__REQUIRED ACTION__: Look through the lines below; wherever the word "roads" appears, copy that line.

__MATERIAL FOR THE TASK__:
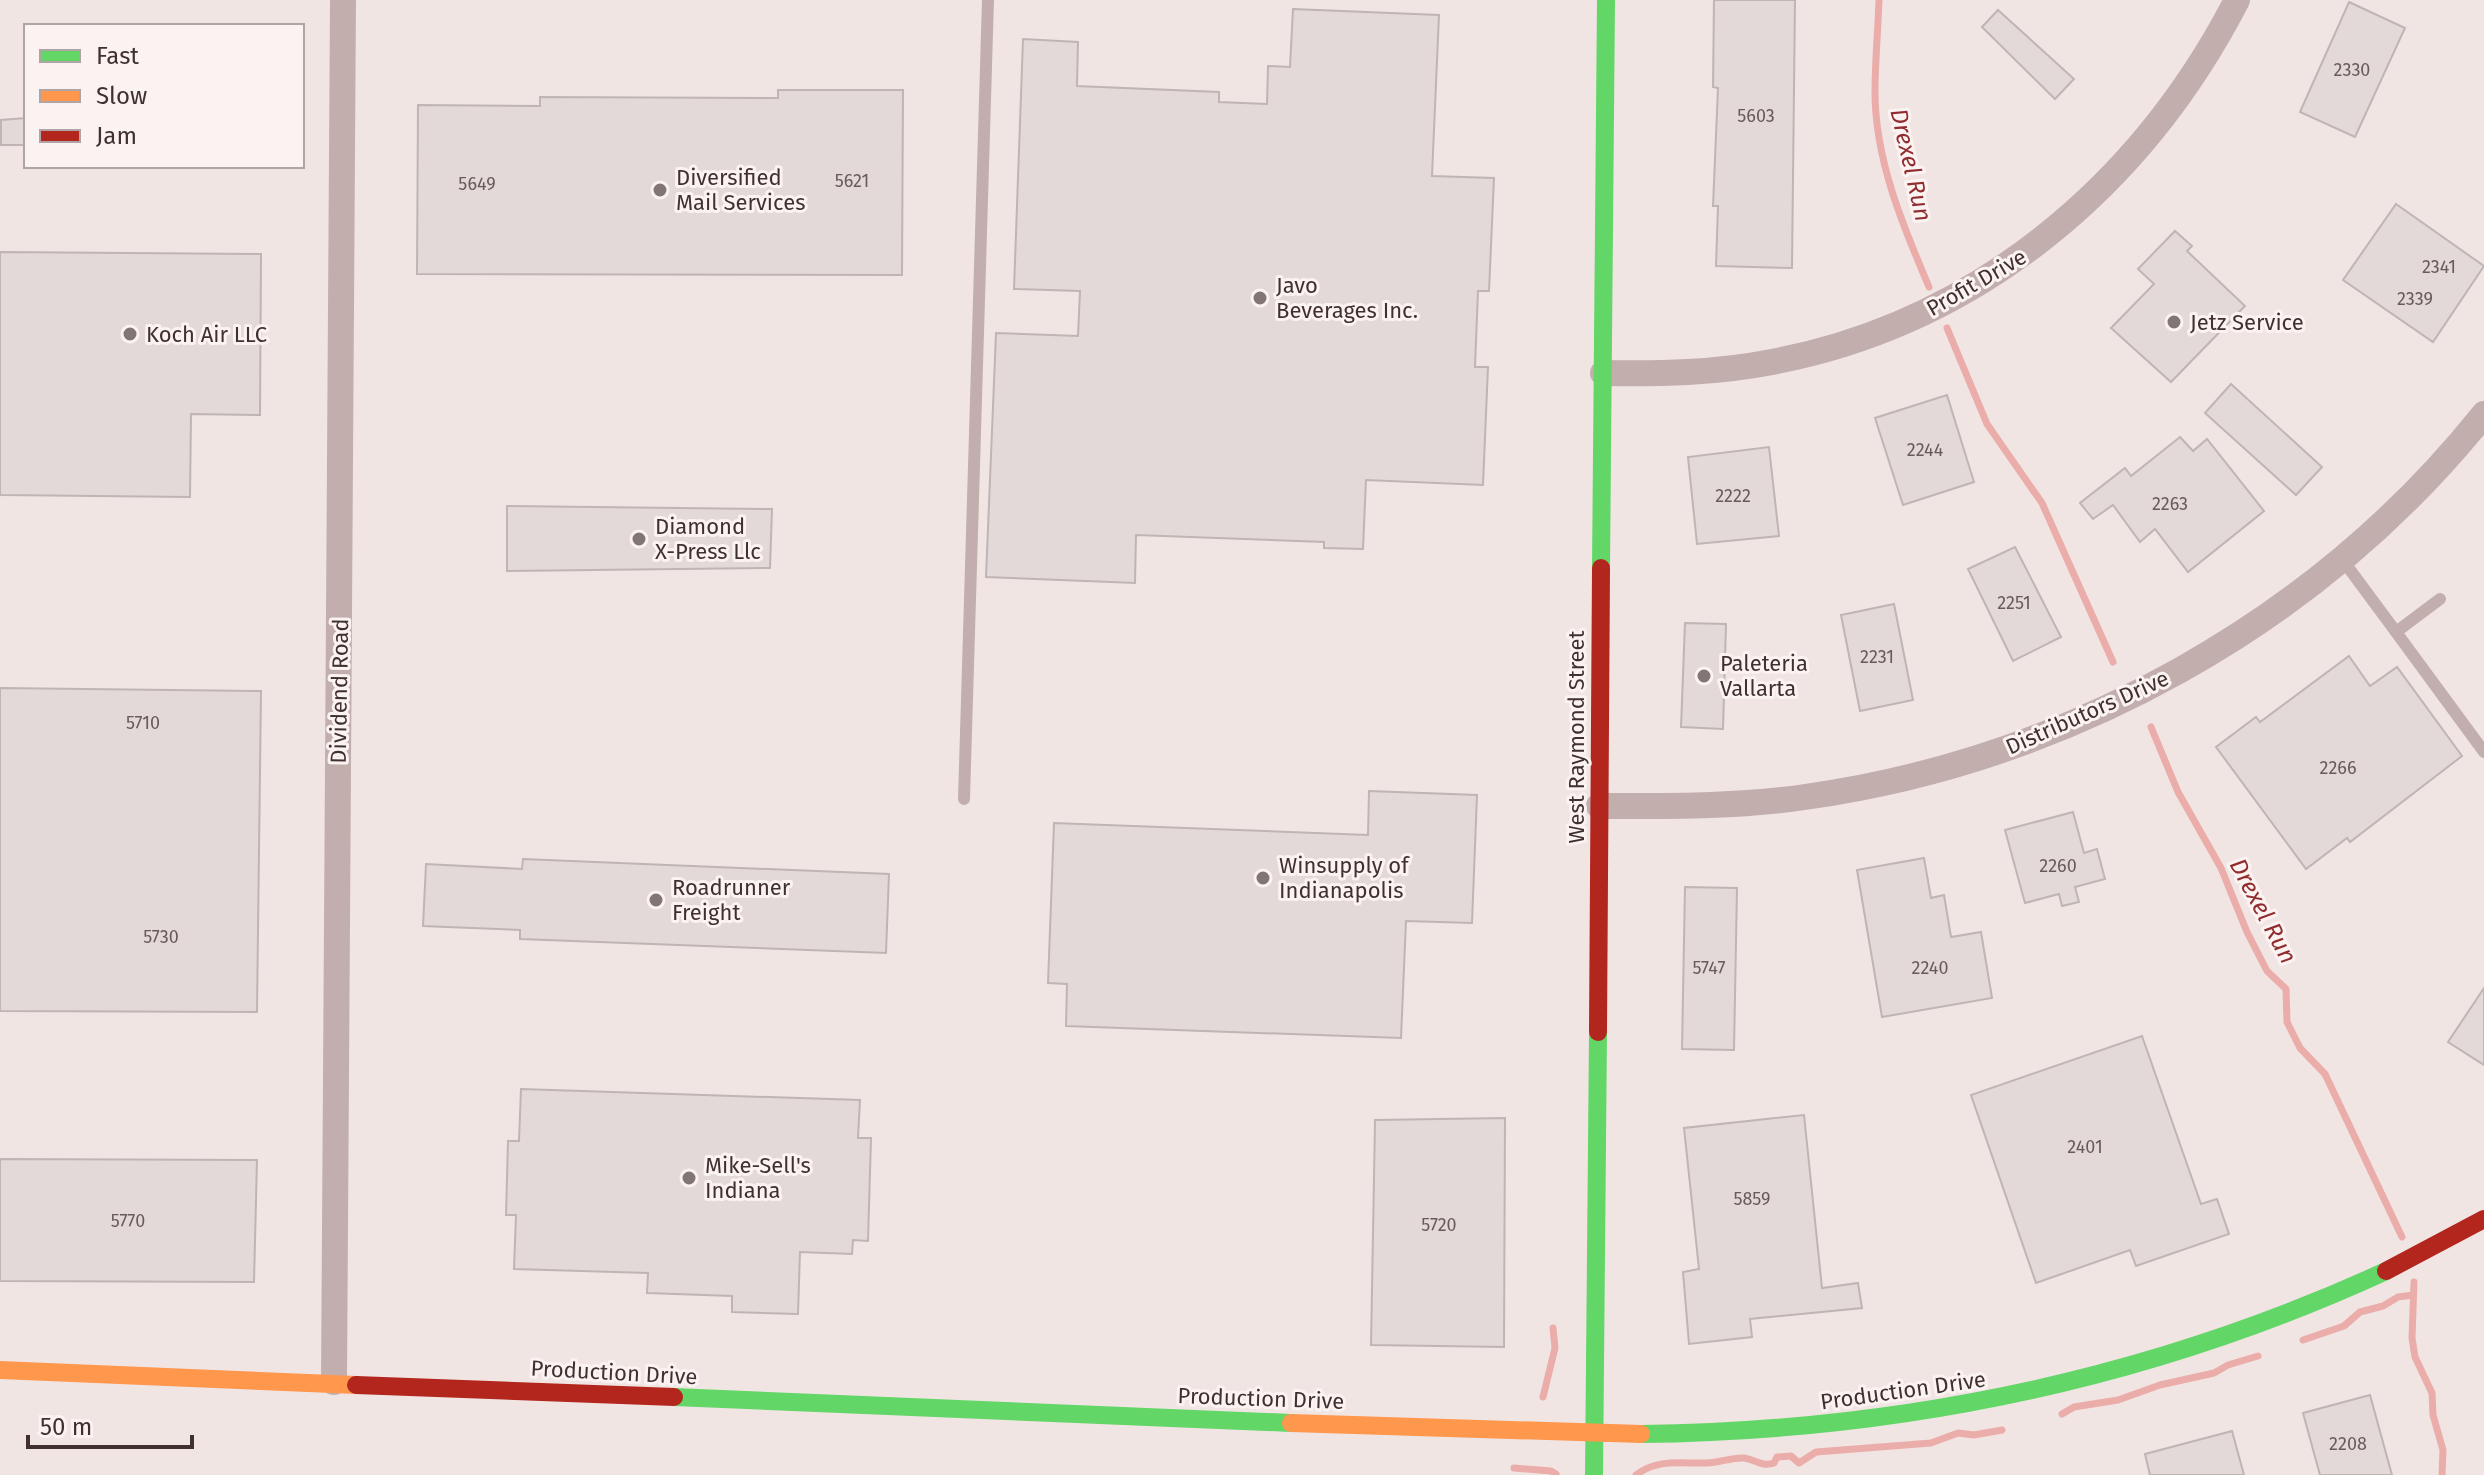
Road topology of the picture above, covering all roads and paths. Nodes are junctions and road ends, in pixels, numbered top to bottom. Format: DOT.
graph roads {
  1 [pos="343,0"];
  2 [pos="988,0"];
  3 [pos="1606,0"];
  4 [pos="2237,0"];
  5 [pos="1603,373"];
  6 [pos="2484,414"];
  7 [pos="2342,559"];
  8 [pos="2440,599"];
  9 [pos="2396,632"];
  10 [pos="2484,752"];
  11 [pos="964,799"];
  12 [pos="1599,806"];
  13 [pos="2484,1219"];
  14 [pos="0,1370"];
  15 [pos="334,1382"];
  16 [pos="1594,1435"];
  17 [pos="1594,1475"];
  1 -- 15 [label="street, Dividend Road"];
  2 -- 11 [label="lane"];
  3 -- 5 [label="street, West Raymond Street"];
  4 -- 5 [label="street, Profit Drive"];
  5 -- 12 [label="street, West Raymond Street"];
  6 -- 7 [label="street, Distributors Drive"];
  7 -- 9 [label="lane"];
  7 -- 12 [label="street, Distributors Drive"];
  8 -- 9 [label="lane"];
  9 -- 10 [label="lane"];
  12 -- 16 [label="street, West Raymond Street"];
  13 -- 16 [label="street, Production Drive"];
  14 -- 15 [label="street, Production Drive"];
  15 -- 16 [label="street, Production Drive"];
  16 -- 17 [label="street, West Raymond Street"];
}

__WORKED SOLUTION__:
Road topology of the picture above, covering all roads and paths. Nodes are junctions and road ends, in pixels, numbered top to bottom. Format: DOT.
graph roads {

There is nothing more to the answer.